Here’s the whole damn thing, I am who I am because of where I come from, and how that past is never out of my face. I don’t get to put my past behind me because a raised voice can trigger me to switch, it can trigger me to anger, or deep fear, all as if some horrible thing from my past is happening now, right now, this very minute and I am again that age I was when that thing happened. I have this tumor called mental illness that needs to come out or be shrunk. To get it to shrink I need to be able to talk about it. I need to be able to ask friends to help me with that damn equation that I know if I can just solve, I can be well. But I ask and I get scoffed at. I put my troubles out there looking for help, let me say that again, looking for help, and what I get it criticism and anger.

Face it folks, this is me. I’m damaged goods. Does it matter if my version of events doesn’t match those of the drugged out brother or the drunken, absent mother? Does it matter that my version disagrees with the father’s? No, actually if you said it does, you are wrong. What matters is that I experienced these things, either actually or in my mind, and the end result is I have issues, lots of issues. I am no longer seeking love in a romantic sense, because I am too messed up, with too much to sort out on my own, and I don’t need to drag anyone else into my twisted riddle/equation of a mind and life.
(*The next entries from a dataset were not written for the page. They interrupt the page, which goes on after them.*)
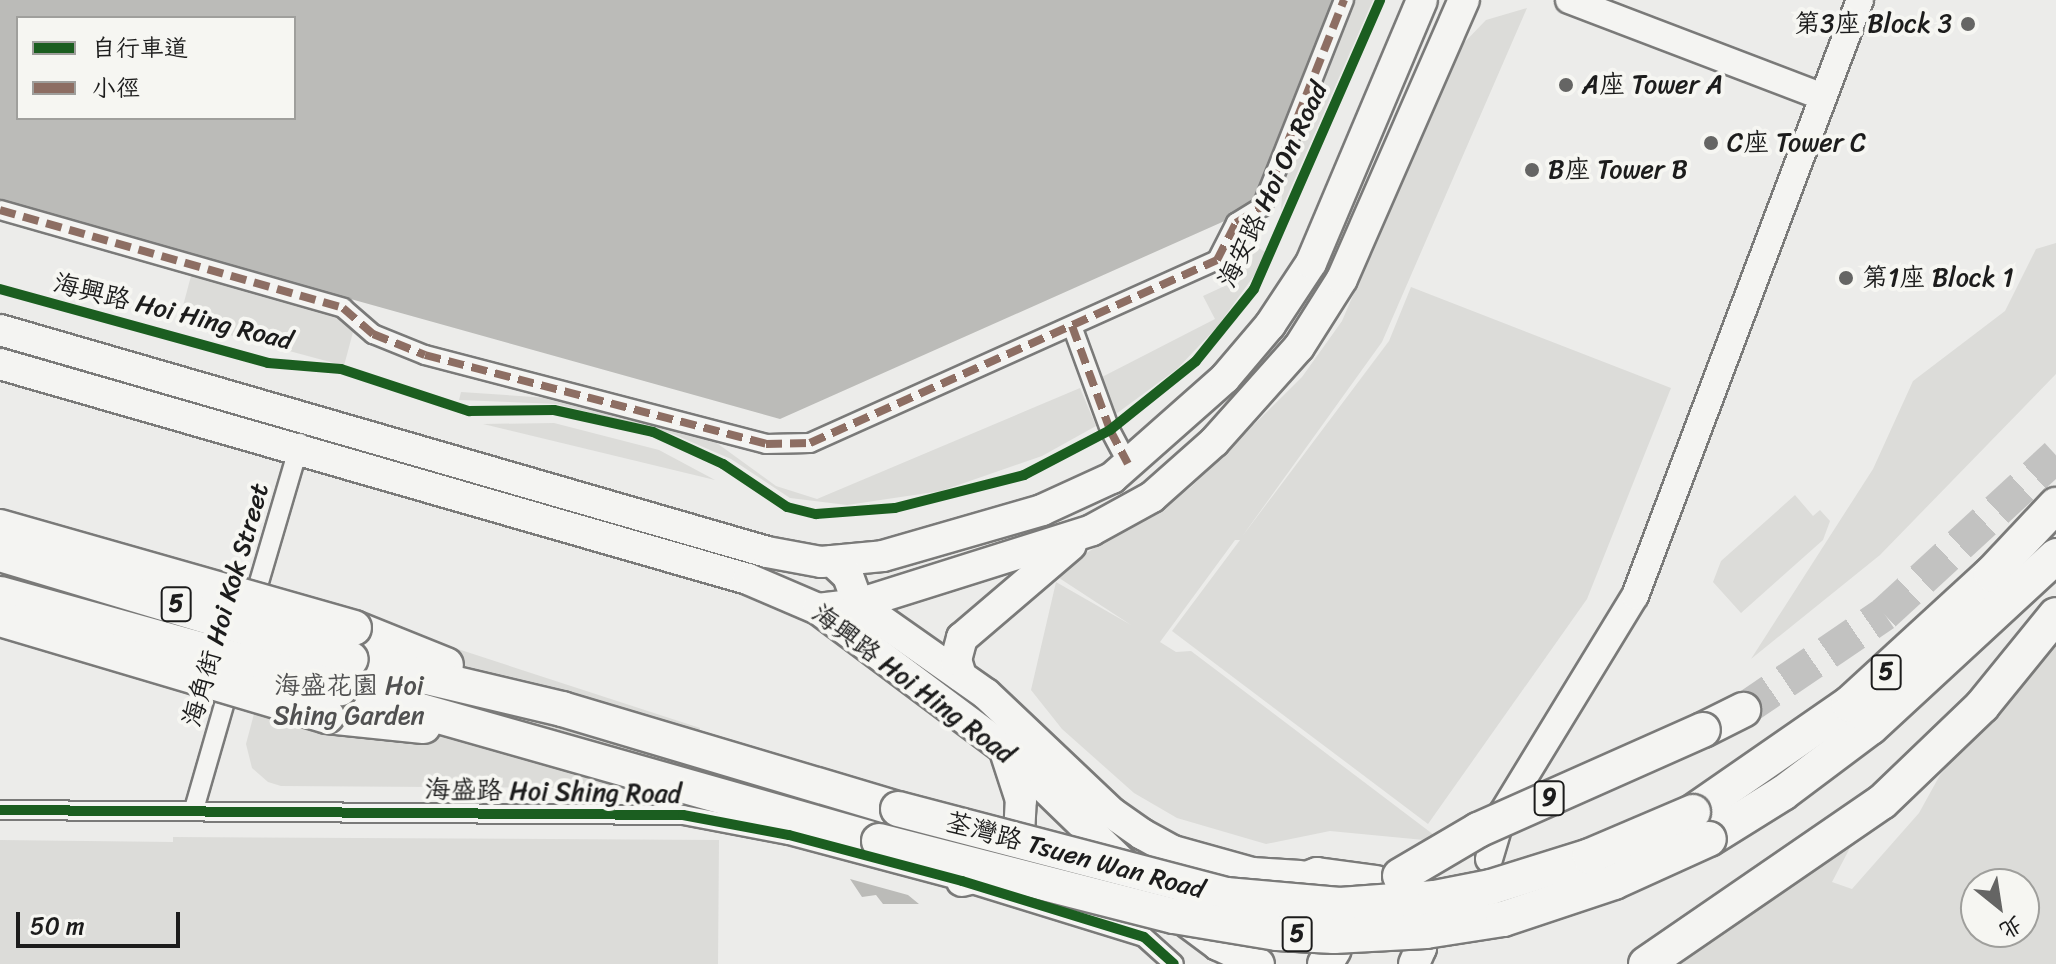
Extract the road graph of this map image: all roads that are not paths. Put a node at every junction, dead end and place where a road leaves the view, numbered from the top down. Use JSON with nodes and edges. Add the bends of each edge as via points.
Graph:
{"nodes":[{"id":1,"x":1344,"y":0,"type":"edge"},
{"id":2,"x":1422,"y":0,"type":"edge"},
{"id":3,"x":1439,"y":0,"type":"edge"},
{"id":4,"x":1464,"y":0,"type":"edge"},
{"id":5,"x":1569,"y":0,"type":"edge"},
{"id":6,"x":1860,"y":0,"type":"edge"},
{"id":7,"x":1405,"y":41,"type":"junction"},
{"id":8,"x":1823,"y":97,"type":"junction"},
{"id":9,"x":0,"y":210,"type":"edge"},
{"id":10,"x":1072,"y":326,"type":"junction"},
{"id":11,"x":0,"y":330,"type":"edge"},
{"id":12,"x":0,"y":364,"type":"edge"},
{"id":13,"x":308,"y":417,"type":"junction"},
{"id":14,"x":298,"y":447,"type":"junction"},
{"id":15,"x":1128,"y":464,"type":"junction"},
{"id":16,"x":2056,"y":505,"type":"edge"},
{"id":17,"x":0,"y":527,"type":"edge"},
{"id":18,"x":1092,"y":530,"type":"junction"},
{"id":19,"x":0,"y":554,"type":"edge"},
{"id":20,"x":2056,"y":556,"type":"edge"},
{"id":21,"x":826,"y":562,"type":"junction"},
{"id":22,"x":0,"y":594,"type":"edge"},
{"id":23,"x":858,"y":604,"type":"junction"},
{"id":24,"x":818,"y":609,"type":"junction"},
{"id":25,"x":2056,"y":615,"type":"edge"},
{"id":26,"x":0,"y":619,"type":"edge"},
{"id":27,"x":961,"y":676,"type":"junction"},
{"id":28,"x":562,"y":709,"type":"junction"},
{"id":29,"x":1743,"y":710,"type":"tunnel mouth"},
{"id":30,"x":483,"y":731,"type":"junction"},
{"id":31,"x":1004,"y":748,"type":"junction"},
{"id":32,"x":194,"y":809,"type":"junction"},
{"id":33,"x":0,"y":810,"type":"edge"},
{"id":34,"x":1701,"y":826,"type":"junction"},
{"id":35,"x":1489,"y":859,"type":"dead end"},
{"id":36,"x":1300,"y":876,"type":"junction"},
{"id":37,"x":962,"y":881,"type":"junction"},
{"id":38,"x":1392,"y":887,"type":"junction"},
{"id":39,"x":1174,"y":964,"type":"edge"},
{"id":40,"x":1259,"y":964,"type":"edge"},
{"id":41,"x":1268,"y":964,"type":"edge"},
{"id":42,"x":1414,"y":964,"type":"edge"},
{"id":43,"x":1646,"y":964,"type":"edge"}],
"edges":[{"from":1,"to":10,"type":"street","via":[[1262,207],[1236,223],[1217,260]]},
{"from":2,"to":7,"type":"main road"},
{"from":3,"to":7,"type":"main road"},
{"from":4,"to":18,"type":"main road","via":[[1342,279],[1299,347],[1256,401],[1152,497]]},
{"from":5,"to":8,"type":"street"},
{"from":6,"to":8,"type":"street"},
{"from":7,"to":15,"type":"main road","via":[[1311,263],[1270,325],[1225,378]]},
{"from":8,"to":35,"type":"street","via":[[1635,596],[1503,812]]},
{"from":9,"to":10,"type":"street","via":[[343,308],[373,334],[425,355],[766,444],[810,443]]},
{"from":10,"to":15,"type":"street"},
{"from":11,"to":13,"type":"main road","name":"海興路 Hoi Hing Road"},
{"from":12,"to":14,"type":"main road","name":"海興路 Hoi Hing Road"},
{"from":13,"to":14,"type":"street","name":"海角街 Hoi Kok Street"},
{"from":13,"to":21,"type":"main road","name":"海興路 Hoi Hing Road","via":[[767,552]]},
{"from":14,"to":24,"type":"main road","name":"海興路 Hoi Hing Road","via":[[748,579]]},
{"from":14,"to":32,"type":"street","name":"海角街 Hoi Kok Street"},
{"from":15,"to":21,"type":"main road","via":[[1112,478],[1053,505],[976,533],[883,556]]},
{"from":16,"to":34,"type":"highway","name":"荃灣路 Tsuen Wan Road","number":"5","via":[[1991,574],[1849,704]]},
{"from":17,"to":28,"type":"highway","bridge":true,"via":[[354,628]]},
{"from":18,"to":23,"type":"main road"},
{"from":18,"to":27,"type":"main road","via":[[962,638],[956,660]]},
{"from":19,"to":28,"type":"highway","name":"荃灣路 Tsuen Wan Road","number":"5","bridge":true,"via":[[370,665]]},
{"from":20,"to":34,"type":"highway","name":"荃灣路 Tsuen Wan Road","number":"5","via":[[1871,727],[1783,793]]},
{"from":21,"to":23,"type":"main road","name":"海興路 Hoi Hing Road","via":[[848,576]]},
{"from":21,"to":24,"type":"main road","via":[[810,581]]},
{"from":22,"to":30,"type":"highway","name":"荃灣路 Tsuen Wan Road","number":"5","bridge":true},
{"from":23,"to":24,"type":"main road"},
{"from":23,"to":27,"type":"main road","name":"海興路 Hoi Hing Road"},
{"from":24,"to":31,"type":"main road","name":"海興路 Hoi Hing Road"},
{"from":25,"to":43,"type":"highway","via":[[1982,706],[1882,802]]},
{"from":26,"to":30,"type":"highway","bridge":true,"via":[[327,716]]},
{"from":27,"to":36,"type":"main road","name":"海興路 Hoi Hing Road","via":[[1142,834],[1173,851],[1252,873]]},
{"from":28,"to":34,"type":"highway","name":"荃灣路 Tsuen Wan Road","number":"5","bridge":true,"via":[[1152,878],[1277,902],[1370,904],[1458,895]]},
{"from":29,"to":38,"type":"highway","number":"9","bridge":true,"via":[[1478,830]]},
{"from":30,"to":34,"type":"highway","name":"荃灣路 Tsuen Wan Road","number":"5","bridge":true,"via":[[1067,892],[1277,933],[1389,934],[1503,919],[1614,882]]},
{"from":31,"to":37,"type":"main road","via":[[1021,800],[1019,835],[991,874]]},
{"from":31,"to":40,"type":"main road","name":"海興路 Hoi Hing Road","via":[[1190,926]]},
{"from":32,"to":33,"type":"street","name":"海盛路 Hoi Shing Road"},
{"from":32,"to":37,"type":"street","name":"海盛路 Hoi Shing Road","via":[[683,815],[789,835]]},
{"from":36,"to":38,"type":"main road","name":"海興路 Hoi Hing Road","via":[[1340,873]]},
{"from":36,"to":41,"type":"main road","via":[[1280,887],[1265,906],[1259,942]]},
{"from":37,"to":39,"type":"street","name":"海盛路 Hoi Shing Road","via":[[1144,937]]},
{"from":38,"to":42,"type":"main road","via":[[1414,919],[1421,948]]}]}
If you read this and are pissed off at me, so be it, but do me a favor, keep it to yourself. I need no more guilt heaped on me. I need no more hostility. If you are a friend or acquaintance and this has made you decide never to speak to me, well that is the chance I took. Guilt over hurting other people is what usually drives my worst depressions and sends me to the emergency room looking for someone to help me when I feel the blackness closing in. Guilt over hurting other people or upsetting other people is what makes me scratch, burn, and otherwise self-mutilate. I don’t need your guilt or your anger. I need friends who can, paraphrasing Roy Croft, reach into my heart and pass over all the foolish weak things you cannot help dimly seeing there and bring out into the light all the beautiful belongings few else have looked far enough to find.